Bedrok makes it nearly impossible and unnecessary to disinteremdiate for two reasons. First, the impossible reason:

Bedrok is a one to many marketplace, not one to one.

Typical freelance platforms have you hire a single freelancer to do your work. Even on a platform like 99Designs where multiple designers compete, only one is needed to complete the design for the client. This makes it easy to communicate because there’s only one person to talk to. A single email is all you need to take it off platform.

Bedrok is different because you work with multiple freelancers on a single project. It’s built that way so we can deliver any size project in a day. Each designer is a part of the system, and you need all the parts to come together to deliver on the client value proposition (Post a project of any size and have it done today).

It’s already difficult enough to work with 5 or 6 other freelancers, but imagine when projects get so large that you need upwards of 25+ freelancers. There’s no chance you’re going to be able to create the same value proposition that we offer on your own. Even if you’re not trying to get something done same day, contacting all 25 and getting them to work on a project on your own is difficult. Paying them would also be a nightmare.

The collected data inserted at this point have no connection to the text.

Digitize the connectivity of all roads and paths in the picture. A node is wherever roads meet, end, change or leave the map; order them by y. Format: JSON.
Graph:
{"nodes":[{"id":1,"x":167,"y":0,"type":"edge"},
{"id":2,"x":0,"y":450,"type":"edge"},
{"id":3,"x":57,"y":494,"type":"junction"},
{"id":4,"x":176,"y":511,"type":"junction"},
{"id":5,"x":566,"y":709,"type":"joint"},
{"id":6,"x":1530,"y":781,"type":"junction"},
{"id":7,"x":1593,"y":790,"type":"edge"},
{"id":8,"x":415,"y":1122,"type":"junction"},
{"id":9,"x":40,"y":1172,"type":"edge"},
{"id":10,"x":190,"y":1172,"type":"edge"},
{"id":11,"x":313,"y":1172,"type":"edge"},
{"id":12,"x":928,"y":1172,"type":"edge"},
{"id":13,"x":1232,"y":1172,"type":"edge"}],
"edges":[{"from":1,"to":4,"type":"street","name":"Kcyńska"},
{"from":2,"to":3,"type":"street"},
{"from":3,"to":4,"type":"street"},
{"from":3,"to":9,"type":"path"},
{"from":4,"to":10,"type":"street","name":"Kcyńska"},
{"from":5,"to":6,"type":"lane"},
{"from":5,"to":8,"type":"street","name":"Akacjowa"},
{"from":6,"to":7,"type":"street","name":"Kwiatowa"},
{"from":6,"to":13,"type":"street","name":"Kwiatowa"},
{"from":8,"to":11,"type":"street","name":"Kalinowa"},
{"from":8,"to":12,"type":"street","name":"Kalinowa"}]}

Second, it makes it pointless to disintermediate for this reason:

We take 0% commissions

A money hungry person might say “If they can’t go anywhere, charge a fat rake!” However…

There’s a great article titled “A rake too far” by Bill Gurley that explores how marketplaces should rake. He mentions three important things:

  1. “There is a big difference between what you can extract versus what you should extract.”
  2. He brings up Peter Drucker. Drucker wrote somewhere of the 5 deadly business sins, and number one is the worship of high profit margins and premium pricing. Drucker notes: “The worship of premium pricing always creates a market for the competitor. And high profit margins do not equal maximum profits. Total profit is profit margin multiplied by turnover. Maximum profit is thus obtained by the profit margin that yields the largest total profit flow…”
  3. Thirdly, he says, “Most venture capitalists encourage entrepreneurs to price-maximize, to extract as much rent as they possibly can from their ecosystem on each transaction. This is likely short-sighted”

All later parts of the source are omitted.